[DATA RECORDS]
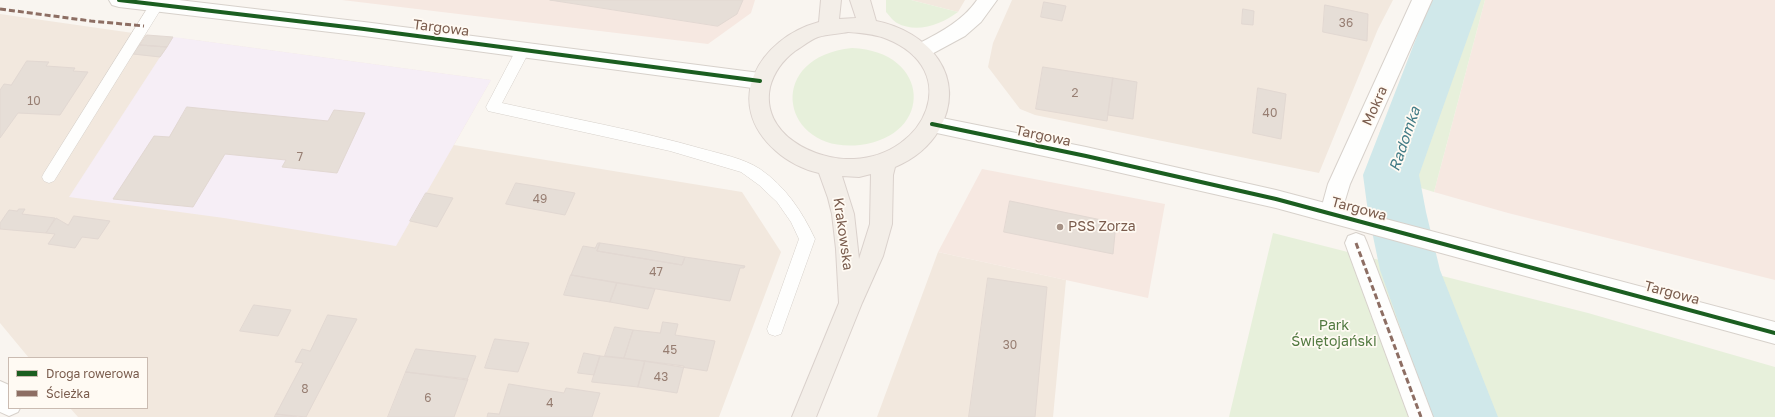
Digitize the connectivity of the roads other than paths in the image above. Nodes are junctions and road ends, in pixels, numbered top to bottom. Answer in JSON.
{"nodes":[{"id":1,"x":119,"y":0,"type":"edge"},
{"id":2,"x":831,"y":0,"type":"edge"},
{"id":3,"x":860,"y":0,"type":"edge"},
{"id":4,"x":987,"y":0,"type":"edge"},
{"id":5,"x":1422,"y":0,"type":"edge"},
{"id":6,"x":157,"y":4,"type":"junction"},
{"id":7,"x":868,"y":26,"type":"junction"},
{"id":8,"x":828,"y":28,"type":"junction"},
{"id":9,"x":523,"y":50,"type":"junction"},
{"id":10,"x":921,"y":51,"type":"junction"},
{"id":11,"x":760,"y":81,"type":"junction"},
{"id":12,"x":932,"y":124,"type":"junction"},
{"id":13,"x":886,"y":162,"type":"junction"},
{"id":14,"x":827,"y":166,"type":"junction"},
{"id":15,"x":48,"y":177,"type":"dead end"},
{"id":16,"x":1331,"y":213,"type":"junction"},
{"id":17,"x":1356,"y":243,"type":"dead end"},
{"id":18,"x":850,"y":303,"type":"junction"},
{"id":19,"x":775,"y":329,"type":"dead end"},
{"id":20,"x":1775,"y":333,"type":"edge"},
{"id":21,"x":0,"y":393,"type":"edge"},
{"id":22,"x":8,"y":403,"type":"edge"},
{"id":23,"x":13,"y":409,"type":"edge"},
{"id":24,"x":20,"y":417,"type":"edge"},
{"id":25,"x":804,"y":417,"type":"edge"},
{"id":26,"x":1421,"y":417,"type":"edge"}],
"edges":[{"from":1,"to":6,"type":"street","name":"Targowa"},
{"from":2,"to":8,"type":"main road"},
{"from":3,"to":7,"type":"main road"},
{"from":4,"to":10,"type":"street"},
{"from":5,"to":16,"type":"street","name":"Mokra"},
{"from":6,"to":9,"type":"street","name":"Targowa"},
{"from":6,"to":15,"type":"lane"},
{"from":7,"to":8,"type":"main road"},
{"from":7,"to":10,"type":"main road"},
{"from":8,"to":11,"type":"main road"},
{"from":9,"to":11,"type":"street","name":"Targowa"},
{"from":9,"to":19,"type":"lane"},
{"from":10,"to":12,"type":"main road"},
{"from":11,"to":14,"type":"main road"},
{"from":12,"to":13,"type":"main road"},
{"from":12,"to":16,"type":"street","name":"Targowa"},
{"from":13,"to":14,"type":"main road"},
{"from":13,"to":18,"type":"main road","name":"Krakowska"},
{"from":14,"to":18,"type":"main road","name":"Krakowska"},
{"from":16,"to":20,"type":"street","name":"Targowa"},
{"from":17,"to":26,"type":"street"},
{"from":18,"to":25,"type":"main road","name":"Krakowska"},
{"from":21,"to":22,"type":"street"},
{"from":23,"to":24,"type":"street"}]}
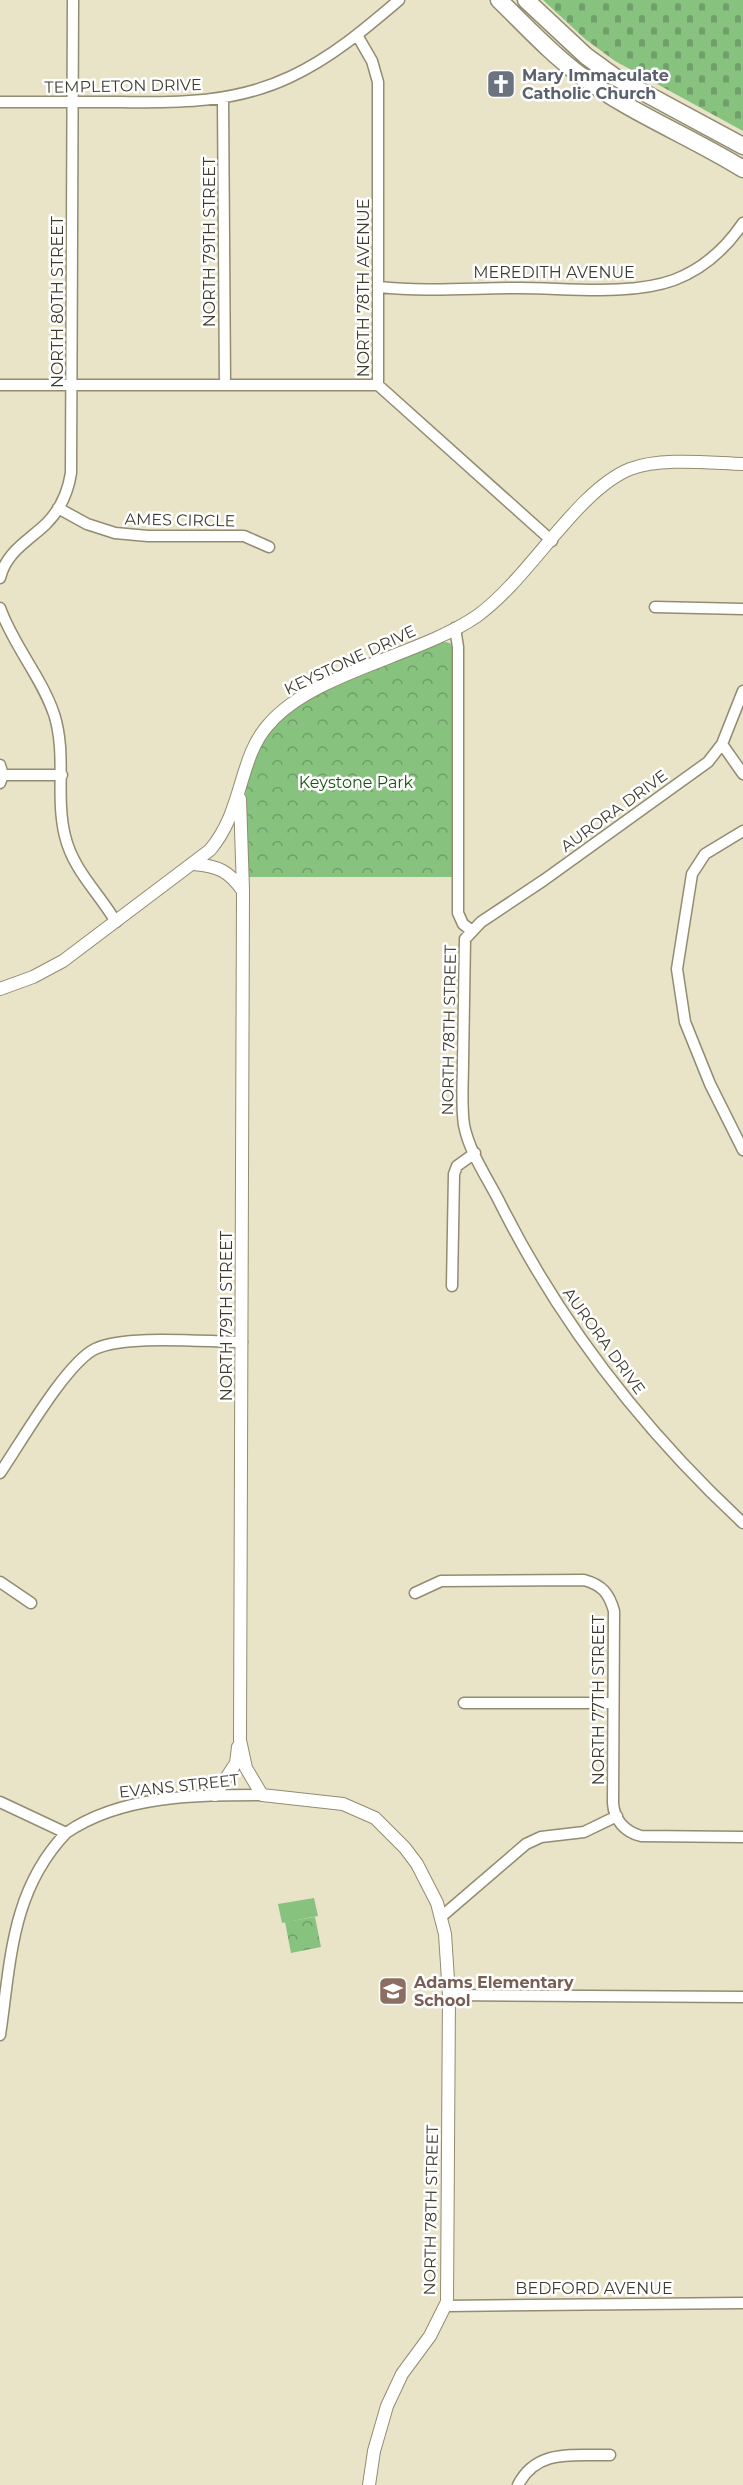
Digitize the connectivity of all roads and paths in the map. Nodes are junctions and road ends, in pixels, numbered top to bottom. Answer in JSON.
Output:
{"nodes":[{"id":1,"x":73,"y":0,"type":"edge"},
{"id":2,"x":398,"y":0,"type":"edge"},
{"id":3,"x":499,"y":0,"type":"edge"},
{"id":4,"x":526,"y":0,"type":"edge"},
{"id":5,"x":357,"y":35,"type":"junction"},
{"id":6,"x":223,"y":99,"type":"junction"},
{"id":7,"x":0,"y":102,"type":"edge"},
{"id":8,"x":73,"y":102,"type":"junction"},
{"id":9,"x":743,"y":146,"type":"edge"},
{"id":10,"x":743,"y":169,"type":"edge"},
{"id":11,"x":743,"y":223,"type":"edge"},
{"id":12,"x":379,"y":287,"type":"junction"},
{"id":13,"x":0,"y":385,"type":"edge"},
{"id":14,"x":72,"y":385,"type":"junction"},
{"id":15,"x":225,"y":385,"type":"junction"},
{"id":16,"x":378,"y":385,"type":"junction"},
{"id":17,"x":743,"y":464,"type":"edge"},
{"id":18,"x":58,"y":508,"type":"junction"},
{"id":19,"x":552,"y":541,"type":"junction"},
{"id":20,"x":269,"y":547,"type":"dead end"},
{"id":21,"x":0,"y":578,"type":"edge"},
{"id":22,"x":655,"y":607,"type":"dead end"},
{"id":23,"x":0,"y":608,"type":"edge"},
{"id":24,"x":743,"y":609,"type":"edge"},
{"id":25,"x":454,"y":628,"type":"junction"},
{"id":26,"x":743,"y":691,"type":"edge"},
{"id":27,"x":722,"y":744,"type":"junction"},
{"id":28,"x":1,"y":774,"type":"edge"},
{"id":29,"x":743,"y":774,"type":"edge"},
{"id":30,"x":62,"y":775,"type":"junction"},
{"id":31,"x":240,"y":795,"type":"junction"},
{"id":32,"x":743,"y":831,"type":"edge"},
{"id":33,"x":194,"y":864,"type":"junction"},
{"id":34,"x":243,"y":891,"type":"junction"},
{"id":35,"x":116,"y":922,"type":"junction"},
{"id":36,"x":472,"y":931,"type":"junction"},
{"id":37,"x":2,"y":987,"type":"edge"},
{"id":38,"x":743,"y":1150,"type":"edge"},
{"id":39,"x":475,"y":1153,"type":"junction"},
{"id":40,"x":453,"y":1286,"type":"dead end"},
{"id":41,"x":242,"y":1342,"type":"junction"},
{"id":42,"x":0,"y":1473,"type":"edge"},
{"id":43,"x":743,"y":1523,"type":"edge"},
{"id":44,"x":0,"y":1582,"type":"edge"},
{"id":45,"x":415,"y":1593,"type":"dead end"},
{"id":46,"x":31,"y":1603,"type":"dead end"},
{"id":47,"x":464,"y":1703,"type":"dead end"},
{"id":48,"x":613,"y":1703,"type":"junction"},
{"id":49,"x":240,"y":1740,"type":"junction"},
{"id":50,"x":215,"y":1795,"type":"junction"},
{"id":51,"x":261,"y":1795,"type":"junction"},
{"id":52,"x":0,"y":1802,"type":"edge"},
{"id":53,"x":617,"y":1816,"type":"junction"},
{"id":54,"x":66,"y":1833,"type":"junction"},
{"id":55,"x":743,"y":1837,"type":"edge"},
{"id":56,"x":441,"y":1917,"type":"junction"},
{"id":57,"x":449,"y":1995,"type":"junction"},
{"id":58,"x":743,"y":1997,"type":"edge"},
{"id":59,"x":0,"y":2035,"type":"edge"},
{"id":60,"x":743,"y":2303,"type":"edge"},
{"id":61,"x":446,"y":2306,"type":"junction"},
{"id":62,"x":610,"y":2455,"type":"dead end"},
{"id":63,"x":369,"y":2485,"type":"edge"},
{"id":64,"x":518,"y":2485,"type":"edge"}],
"edges":[{"from":1,"to":8,"type":"street","name":"NORTH 80TH STREET"},
{"from":2,"to":5,"type":"street","name":"TEMPLETON DRIVE"},
{"from":3,"to":10,"type":"main road"},
{"from":4,"to":9,"type":"main road"},
{"from":5,"to":6,"type":"street","name":"TEMPLETON DRIVE"},
{"from":5,"to":12,"type":"street","name":"NORTH 78TH AVENUE"},
{"from":6,"to":8,"type":"street","name":"TEMPLETON DRIVE"},
{"from":6,"to":15,"type":"street","name":"NORTH 79TH STREET"},
{"from":7,"to":8,"type":"street","name":"TEMPLETON DRIVE"},
{"from":8,"to":14,"type":"street","name":"NORTH 80TH STREET"},
{"from":11,"to":12,"type":"street","name":"MEREDITH AVENUE"},
{"from":12,"to":16,"type":"street","name":"NORTH 78TH AVENUE"},
{"from":13,"to":14,"type":"street"},
{"from":14,"to":15,"type":"street"},
{"from":14,"to":18,"type":"street","name":"NORTH 80TH STREET"},
{"from":15,"to":16,"type":"street"},
{"from":16,"to":19,"type":"street","name":"NORTH 78TH AVENUE"},
{"from":17,"to":19,"type":"street","name":"KEYSTONE DRIVE"},
{"from":18,"to":20,"type":"street","name":"AMES CIRCLE"},
{"from":18,"to":21,"type":"street","name":"NORTH 80TH STREET"},
{"from":19,"to":25,"type":"street","name":"KEYSTONE DRIVE"},
{"from":22,"to":24,"type":"street"},
{"from":23,"to":30,"type":"street"},
{"from":25,"to":31,"type":"street","name":"KEYSTONE DRIVE"},
{"from":25,"to":36,"type":"street","name":"NORTH 78TH STREET"},
{"from":26,"to":27,"type":"street","name":"AURORA DRIVE"},
{"from":27,"to":29,"type":"street"},
{"from":27,"to":36,"type":"street","name":"AURORA DRIVE"},
{"from":28,"to":30,"type":"street"},
{"from":30,"to":35,"type":"street"},
{"from":31,"to":33,"type":"street","name":"KEYSTONE DRIVE"},
{"from":31,"to":34,"type":"street","name":"NORTH 79TH STREET"},
{"from":32,"to":38,"type":"street"},
{"from":33,"to":34,"type":"street"},
{"from":33,"to":35,"type":"street","name":"KEYSTONE DRIVE"},
{"from":34,"to":41,"type":"street","name":"NORTH 79TH STREET"},
{"from":35,"to":37,"type":"street","name":"KEYSTONE DRIVE"},
{"from":36,"to":39,"type":"street","name":"NORTH 78TH STREET"},
{"from":39,"to":40,"type":"street"},
{"from":39,"to":43,"type":"street","name":"AURORA DRIVE"},
{"from":41,"to":42,"type":"street"},
{"from":41,"to":49,"type":"street","name":"NORTH 79TH STREET"},
{"from":44,"to":46,"type":"street"},
{"from":45,"to":48,"type":"street","name":"NORTH 77TH STREET"},
{"from":47,"to":48,"type":"street"},
{"from":48,"to":53,"type":"street","name":"NORTH 77TH STREET"},
{"from":49,"to":50,"type":"street","name":"NORTH 79TH STREET"},
{"from":49,"to":51,"type":"street","name":"NORTH 79TH STREET"},
{"from":50,"to":51,"type":"street","name":"EVANS STREET"},
{"from":50,"to":54,"type":"street","name":"EVANS STREET"},
{"from":51,"to":56,"type":"street","name":"EVANS STREET"},
{"from":52,"to":54,"type":"street"},
{"from":53,"to":55,"type":"street"},
{"from":53,"to":56,"type":"street"},
{"from":54,"to":59,"type":"street"},
{"from":56,"to":57,"type":"street","name":"NORTH 78TH STREET"},
{"from":57,"to":58,"type":"street"},
{"from":57,"to":61,"type":"street","name":"NORTH 78TH STREET"},
{"from":60,"to":61,"type":"street","name":"BEDFORD AVENUE"},
{"from":61,"to":63,"type":"street","name":"NORTH 78TH STREET"},
{"from":62,"to":64,"type":"street"}]}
[/DATA RECORDS]
Say how many lines of the records contain the word "JSON", and give no other output.

2